This exercise calls for every record to be returned exactly, with pictures removed.

Stored data:
=== Begin Enclosure ===
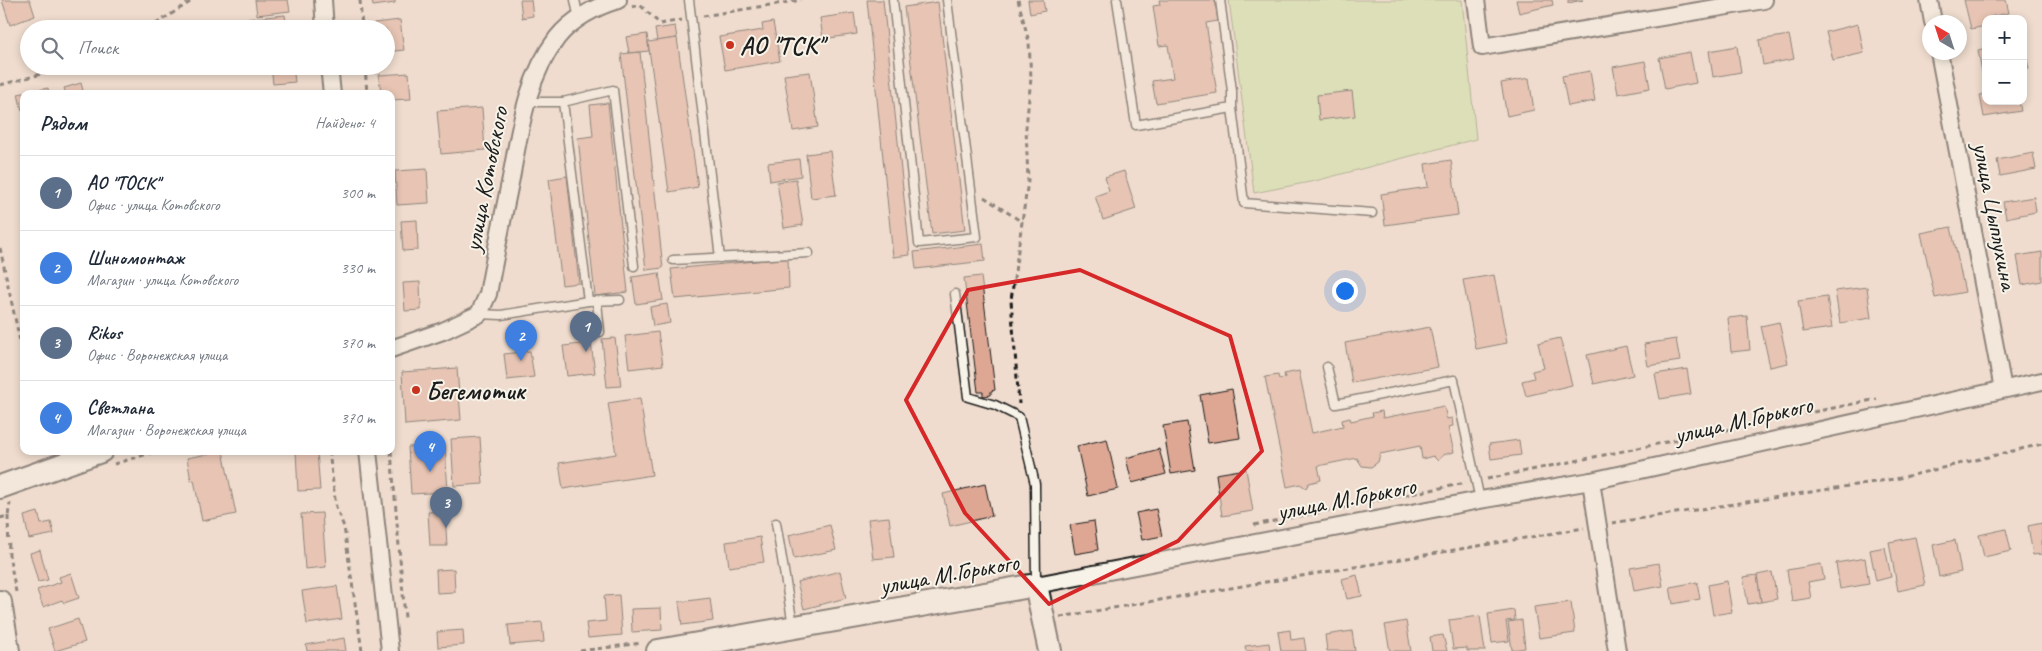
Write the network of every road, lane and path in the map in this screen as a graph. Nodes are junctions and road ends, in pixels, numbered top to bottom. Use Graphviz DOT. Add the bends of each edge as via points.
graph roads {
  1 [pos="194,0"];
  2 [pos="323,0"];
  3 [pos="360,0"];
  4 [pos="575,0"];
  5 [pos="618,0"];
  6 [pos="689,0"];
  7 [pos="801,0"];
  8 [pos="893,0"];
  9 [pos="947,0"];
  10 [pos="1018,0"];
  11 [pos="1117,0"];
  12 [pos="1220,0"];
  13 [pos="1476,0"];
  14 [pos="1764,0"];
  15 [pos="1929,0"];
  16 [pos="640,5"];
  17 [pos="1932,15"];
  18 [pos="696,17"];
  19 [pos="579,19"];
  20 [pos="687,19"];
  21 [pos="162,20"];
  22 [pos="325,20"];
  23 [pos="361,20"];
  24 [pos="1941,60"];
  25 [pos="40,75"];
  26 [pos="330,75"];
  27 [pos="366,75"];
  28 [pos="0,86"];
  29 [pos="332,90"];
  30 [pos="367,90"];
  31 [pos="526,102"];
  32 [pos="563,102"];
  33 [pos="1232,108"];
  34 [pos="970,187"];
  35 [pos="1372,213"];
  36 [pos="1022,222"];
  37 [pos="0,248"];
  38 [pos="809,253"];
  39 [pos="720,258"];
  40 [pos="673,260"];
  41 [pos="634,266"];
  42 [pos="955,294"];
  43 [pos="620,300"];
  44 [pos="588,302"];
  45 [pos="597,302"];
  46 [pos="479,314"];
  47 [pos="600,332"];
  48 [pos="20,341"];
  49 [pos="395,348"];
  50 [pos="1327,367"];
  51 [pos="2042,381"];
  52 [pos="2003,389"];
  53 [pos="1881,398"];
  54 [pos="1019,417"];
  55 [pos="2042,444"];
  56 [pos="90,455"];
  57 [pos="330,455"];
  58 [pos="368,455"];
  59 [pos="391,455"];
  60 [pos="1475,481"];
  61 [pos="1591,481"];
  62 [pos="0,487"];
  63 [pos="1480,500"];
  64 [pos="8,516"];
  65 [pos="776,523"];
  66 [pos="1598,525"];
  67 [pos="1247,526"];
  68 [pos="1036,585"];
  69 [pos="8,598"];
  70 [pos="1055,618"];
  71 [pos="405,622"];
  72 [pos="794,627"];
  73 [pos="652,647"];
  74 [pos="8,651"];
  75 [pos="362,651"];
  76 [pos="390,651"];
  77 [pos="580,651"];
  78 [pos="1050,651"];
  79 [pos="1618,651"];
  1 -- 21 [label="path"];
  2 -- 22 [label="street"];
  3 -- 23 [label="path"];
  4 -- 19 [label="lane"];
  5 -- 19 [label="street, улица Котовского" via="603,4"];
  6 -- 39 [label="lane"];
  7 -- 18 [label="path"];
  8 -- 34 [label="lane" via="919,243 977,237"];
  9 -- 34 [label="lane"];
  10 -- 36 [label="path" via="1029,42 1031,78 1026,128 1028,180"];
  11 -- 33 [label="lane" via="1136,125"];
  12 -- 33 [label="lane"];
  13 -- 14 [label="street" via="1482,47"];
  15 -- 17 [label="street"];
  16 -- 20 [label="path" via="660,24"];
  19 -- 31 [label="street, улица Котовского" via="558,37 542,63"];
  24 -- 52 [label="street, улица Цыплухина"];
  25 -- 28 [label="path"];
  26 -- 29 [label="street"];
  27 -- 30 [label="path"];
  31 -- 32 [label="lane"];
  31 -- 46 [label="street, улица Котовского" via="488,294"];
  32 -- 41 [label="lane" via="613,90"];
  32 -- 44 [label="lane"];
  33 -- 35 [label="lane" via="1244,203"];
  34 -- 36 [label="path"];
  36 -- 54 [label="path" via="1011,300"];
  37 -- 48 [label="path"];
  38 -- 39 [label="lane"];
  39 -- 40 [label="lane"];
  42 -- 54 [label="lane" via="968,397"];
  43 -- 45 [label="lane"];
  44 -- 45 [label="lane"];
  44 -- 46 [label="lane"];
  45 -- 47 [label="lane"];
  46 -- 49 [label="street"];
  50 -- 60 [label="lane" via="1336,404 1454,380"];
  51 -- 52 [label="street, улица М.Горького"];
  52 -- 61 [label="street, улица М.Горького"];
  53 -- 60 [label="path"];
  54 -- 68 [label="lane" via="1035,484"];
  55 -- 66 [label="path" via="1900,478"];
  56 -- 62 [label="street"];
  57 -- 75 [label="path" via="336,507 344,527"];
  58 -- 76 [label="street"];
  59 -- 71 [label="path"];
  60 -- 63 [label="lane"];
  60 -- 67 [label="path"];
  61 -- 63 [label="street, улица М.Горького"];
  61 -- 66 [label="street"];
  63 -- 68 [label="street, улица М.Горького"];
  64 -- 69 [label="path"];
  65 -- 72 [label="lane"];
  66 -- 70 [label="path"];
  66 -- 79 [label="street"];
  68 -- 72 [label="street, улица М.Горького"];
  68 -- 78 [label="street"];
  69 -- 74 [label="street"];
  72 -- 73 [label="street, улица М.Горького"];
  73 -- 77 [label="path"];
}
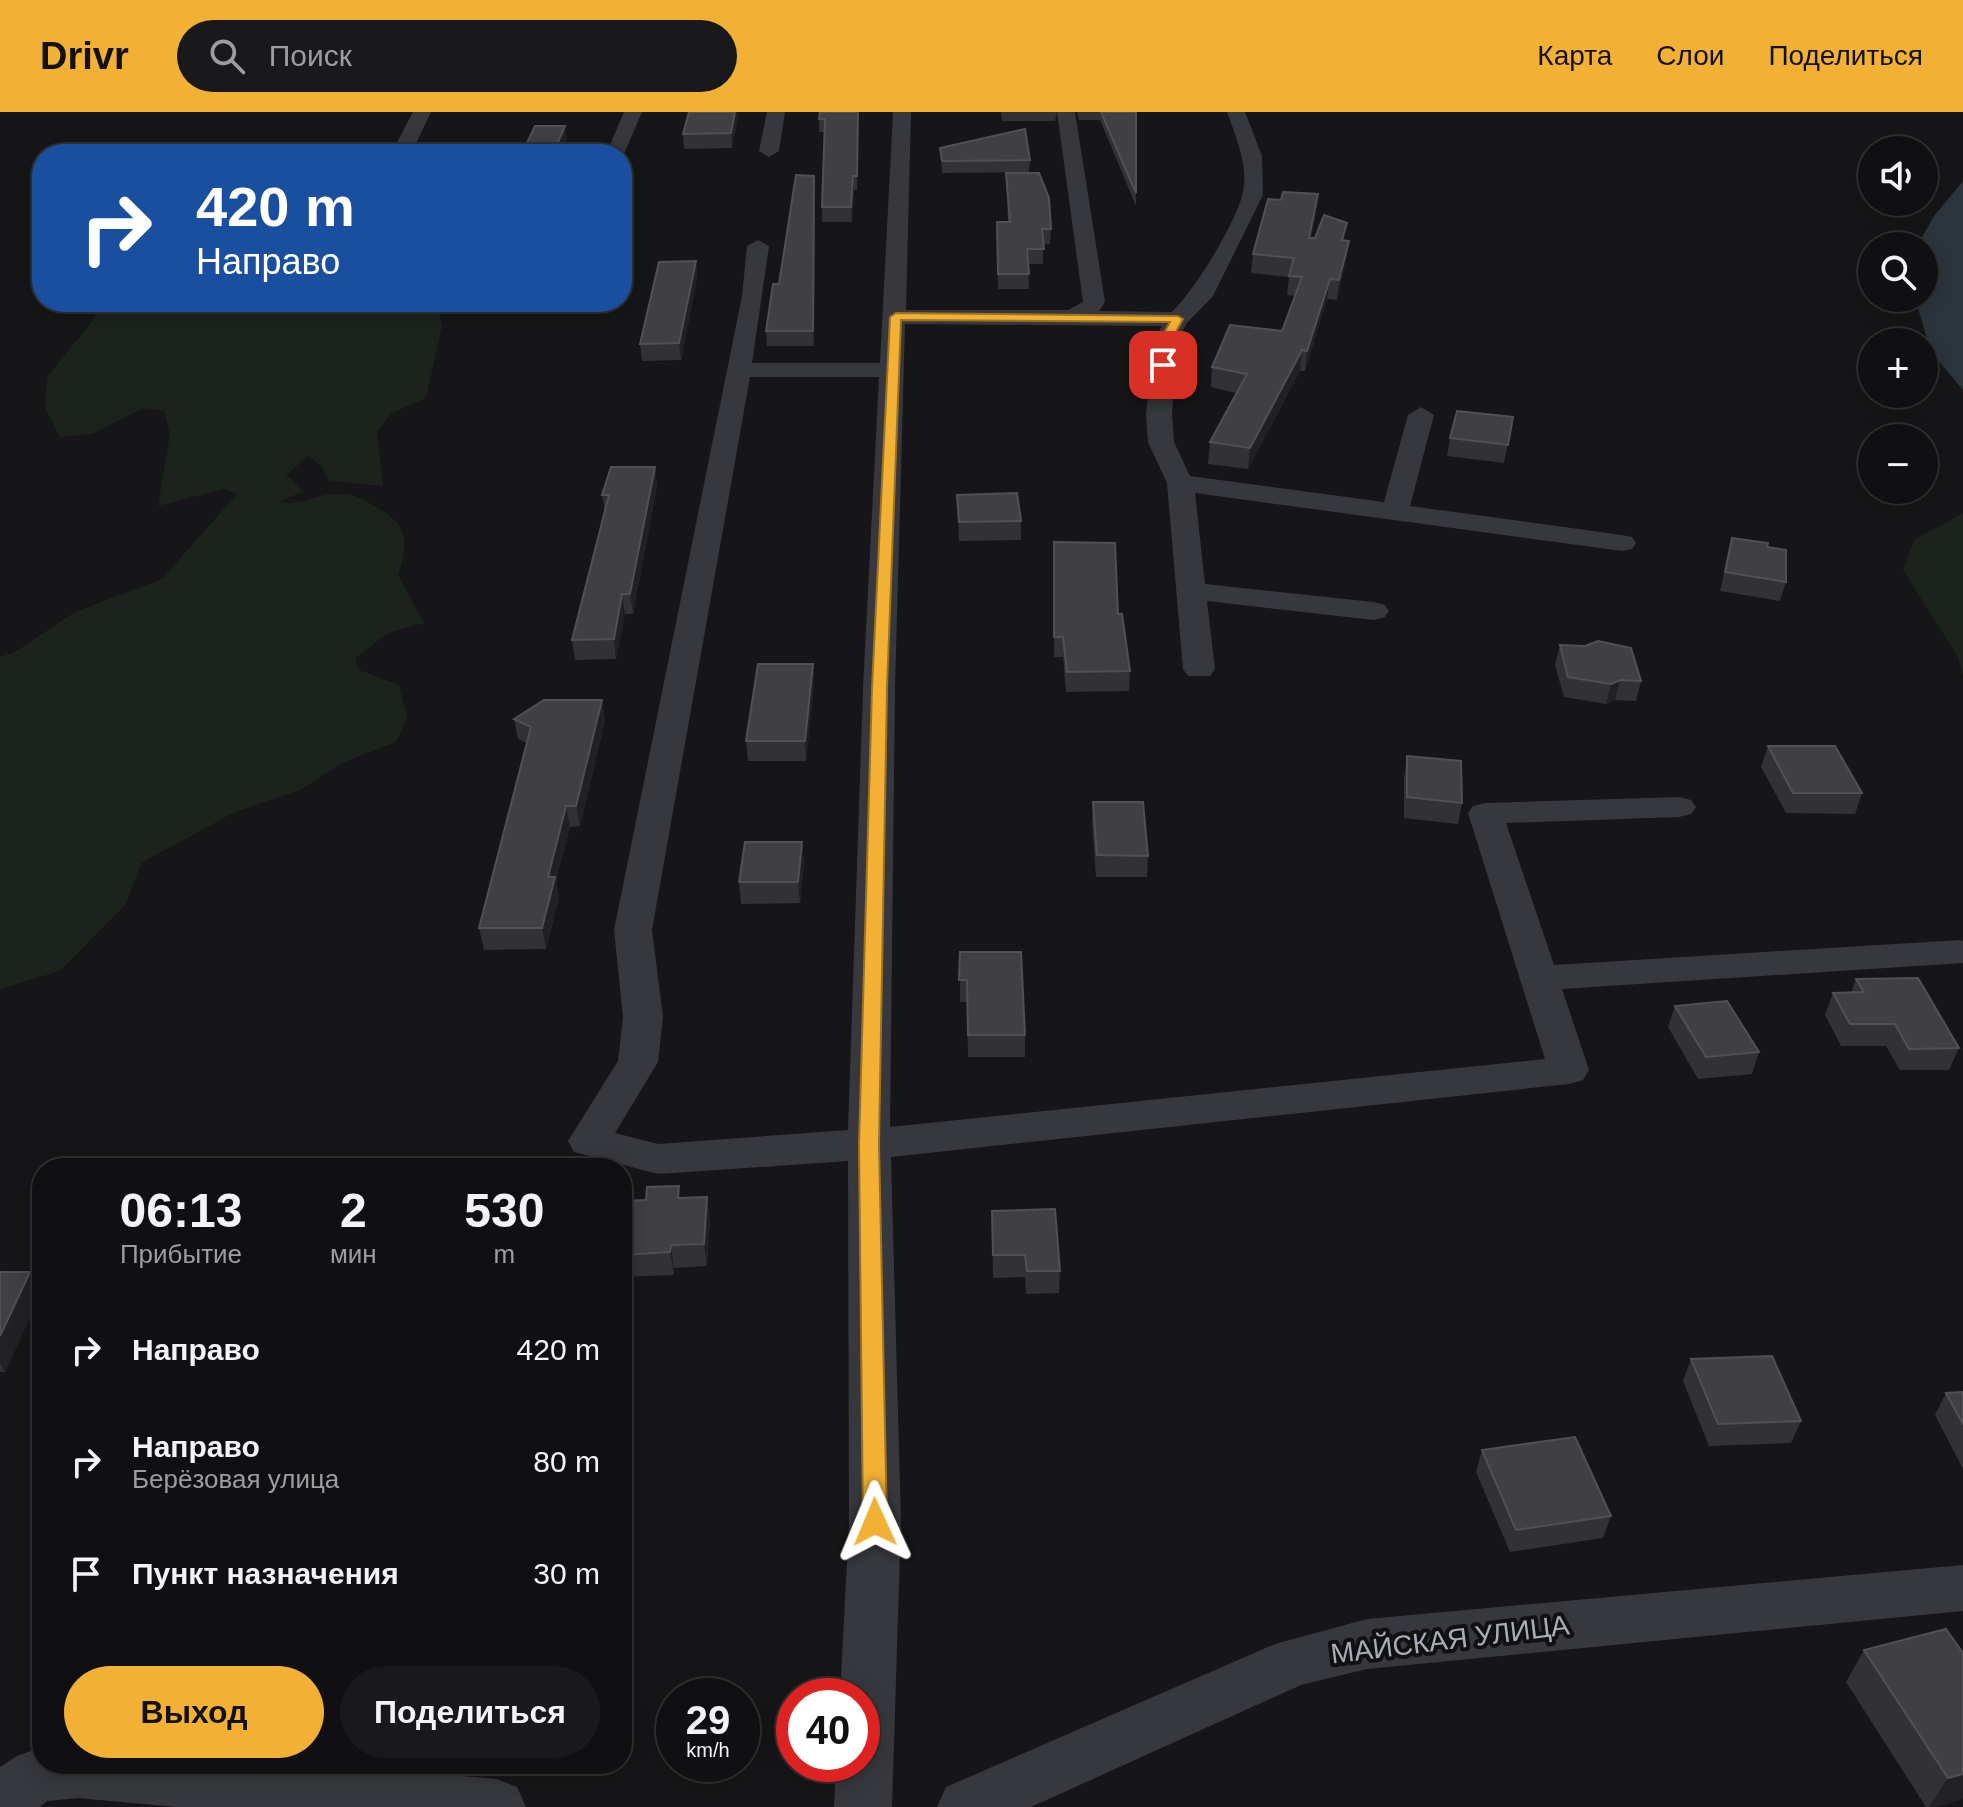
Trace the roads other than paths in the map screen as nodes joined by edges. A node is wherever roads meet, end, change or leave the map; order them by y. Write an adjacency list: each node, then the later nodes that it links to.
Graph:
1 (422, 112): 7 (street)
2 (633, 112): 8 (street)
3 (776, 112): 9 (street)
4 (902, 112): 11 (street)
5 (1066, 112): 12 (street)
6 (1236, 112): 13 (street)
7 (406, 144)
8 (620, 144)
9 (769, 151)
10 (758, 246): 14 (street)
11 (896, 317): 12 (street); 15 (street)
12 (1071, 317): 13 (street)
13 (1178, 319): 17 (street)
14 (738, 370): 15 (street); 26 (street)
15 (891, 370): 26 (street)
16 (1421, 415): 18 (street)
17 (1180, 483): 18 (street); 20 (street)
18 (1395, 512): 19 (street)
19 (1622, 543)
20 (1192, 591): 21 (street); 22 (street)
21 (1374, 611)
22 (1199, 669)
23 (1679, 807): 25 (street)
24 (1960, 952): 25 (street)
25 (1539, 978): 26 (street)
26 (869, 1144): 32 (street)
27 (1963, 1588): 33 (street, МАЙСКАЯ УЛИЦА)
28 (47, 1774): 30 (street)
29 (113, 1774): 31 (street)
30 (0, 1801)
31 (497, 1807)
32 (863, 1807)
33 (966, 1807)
=== End Enclosure ===
REPLY TO THE EXERCISE:
Write the network of every road, lane and path in the map in this screen as a graph. Nodes are junctions and road ends, in pixels, numbered top to bottom. Use Graphviz DOT. Add the bends of each edge as via points.
graph roads {
  1 [pos="194,0"];
  2 [pos="323,0"];
  3 [pos="360,0"];
  4 [pos="575,0"];
  5 [pos="618,0"];
  6 [pos="689,0"];
  7 [pos="801,0"];
  8 [pos="893,0"];
  9 [pos="947,0"];
  10 [pos="1018,0"];
  11 [pos="1117,0"];
  12 [pos="1220,0"];
  13 [pos="1476,0"];
  14 [pos="1764,0"];
  15 [pos="1929,0"];
  16 [pos="640,5"];
  17 [pos="1932,15"];
  18 [pos="696,17"];
  19 [pos="579,19"];
  20 [pos="687,19"];
  21 [pos="162,20"];
  22 [pos="325,20"];
  23 [pos="361,20"];
  24 [pos="1941,60"];
  25 [pos="40,75"];
  26 [pos="330,75"];
  27 [pos="366,75"];
  28 [pos="0,86"];
  29 [pos="332,90"];
  30 [pos="367,90"];
  31 [pos="526,102"];
  32 [pos="563,102"];
  33 [pos="1232,108"];
  34 [pos="970,187"];
  35 [pos="1372,213"];
  36 [pos="1022,222"];
  37 [pos="0,248"];
  38 [pos="809,253"];
  39 [pos="720,258"];
  40 [pos="673,260"];
  41 [pos="634,266"];
  42 [pos="955,294"];
  43 [pos="620,300"];
  44 [pos="588,302"];
  45 [pos="597,302"];
  46 [pos="479,314"];
  47 [pos="600,332"];
  48 [pos="20,341"];
  49 [pos="395,348"];
  50 [pos="1327,367"];
  51 [pos="2042,381"];
  52 [pos="2003,389"];
  53 [pos="1881,398"];
  54 [pos="1019,417"];
  55 [pos="2042,444"];
  56 [pos="90,455"];
  57 [pos="330,455"];
  58 [pos="368,455"];
  59 [pos="391,455"];
  60 [pos="1475,481"];
  61 [pos="1591,481"];
  62 [pos="0,487"];
  63 [pos="1480,500"];
  64 [pos="8,516"];
  65 [pos="776,523"];
  66 [pos="1598,525"];
  67 [pos="1247,526"];
  68 [pos="1036,585"];
  69 [pos="8,598"];
  70 [pos="1055,618"];
  71 [pos="405,622"];
  72 [pos="794,627"];
  73 [pos="652,647"];
  74 [pos="8,651"];
  75 [pos="362,651"];
  76 [pos="390,651"];
  77 [pos="580,651"];
  78 [pos="1050,651"];
  79 [pos="1618,651"];
  1 -- 21 [label="path"];
  2 -- 22 [label="street"];
  3 -- 23 [label="path"];
  4 -- 19 [label="lane"];
  5 -- 19 [label="street, улица Котовского" via="603,4"];
  6 -- 39 [label="lane"];
  7 -- 18 [label="path"];
  8 -- 34 [label="lane" via="919,243 977,237"];
  9 -- 34 [label="lane"];
  10 -- 36 [label="path" via="1029,42 1031,78 1026,128 1028,180"];
  11 -- 33 [label="lane" via="1136,125"];
  12 -- 33 [label="lane"];
  13 -- 14 [label="street" via="1482,47"];
  15 -- 17 [label="street"];
  16 -- 20 [label="path" via="660,24"];
  19 -- 31 [label="street, улица Котовского" via="558,37 542,63"];
  24 -- 52 [label="street, улица Цыплухина"];
  25 -- 28 [label="path"];
  26 -- 29 [label="street"];
  27 -- 30 [label="path"];
  31 -- 32 [label="lane"];
  31 -- 46 [label="street, улица Котовского" via="488,294"];
  32 -- 41 [label="lane" via="613,90"];
  32 -- 44 [label="lane"];
  33 -- 35 [label="lane" via="1244,203"];
  34 -- 36 [label="path"];
  36 -- 54 [label="path" via="1011,300"];
  37 -- 48 [label="path"];
  38 -- 39 [label="lane"];
  39 -- 40 [label="lane"];
  42 -- 54 [label="lane" via="968,397"];
  43 -- 45 [label="lane"];
  44 -- 45 [label="lane"];
  44 -- 46 [label="lane"];
  45 -- 47 [label="lane"];
  46 -- 49 [label="street"];
  50 -- 60 [label="lane" via="1336,404 1454,380"];
  51 -- 52 [label="street, улица М.Горького"];
  52 -- 61 [label="street, улица М.Горького"];
  53 -- 60 [label="path"];
  54 -- 68 [label="lane" via="1035,484"];
  55 -- 66 [label="path" via="1900,478"];
  56 -- 62 [label="street"];
  57 -- 75 [label="path" via="336,507 344,527"];
  58 -- 76 [label="street"];
  59 -- 71 [label="path"];
  60 -- 63 [label="lane"];
  60 -- 67 [label="path"];
  61 -- 63 [label="street, улица М.Горького"];
  61 -- 66 [label="street"];
  63 -- 68 [label="street, улица М.Горького"];
  64 -- 69 [label="path"];
  65 -- 72 [label="lane"];
  66 -- 70 [label="path"];
  66 -- 79 [label="street"];
  68 -- 72 [label="street, улица М.Горького"];
  68 -- 78 [label="street"];
  69 -- 74 [label="street"];
  72 -- 73 [label="street, улица М.Горького"];
  73 -- 77 [label="path"];
}
Trace the roads other than paths in the map screen as nodes joined by edges. A node is wherever roads meet, end, change or leave the map; order them by y. Write an adjacency list: each node, then the later nodes that it links to.
Graph:
1 (422, 112): 7 (street)
2 (633, 112): 8 (street)
3 (776, 112): 9 (street)
4 (902, 112): 11 (street)
5 (1066, 112): 12 (street)
6 (1236, 112): 13 (street)
7 (406, 144)
8 (620, 144)
9 (769, 151)
10 (758, 246): 14 (street)
11 (896, 317): 12 (street); 15 (street)
12 (1071, 317): 13 (street)
13 (1178, 319): 17 (street)
14 (738, 370): 15 (street); 26 (street)
15 (891, 370): 26 (street)
16 (1421, 415): 18 (street)
17 (1180, 483): 18 (street); 20 (street)
18 (1395, 512): 19 (street)
19 (1622, 543)
20 (1192, 591): 21 (street); 22 (street)
21 (1374, 611)
22 (1199, 669)
23 (1679, 807): 25 (street)
24 (1960, 952): 25 (street)
25 (1539, 978): 26 (street)
26 (869, 1144): 32 (street)
27 (1963, 1588): 33 (street, МАЙСКАЯ УЛИЦА)
28 (47, 1774): 30 (street)
29 (113, 1774): 31 (street)
30 (0, 1801)
31 (497, 1807)
32 (863, 1807)
33 (966, 1807)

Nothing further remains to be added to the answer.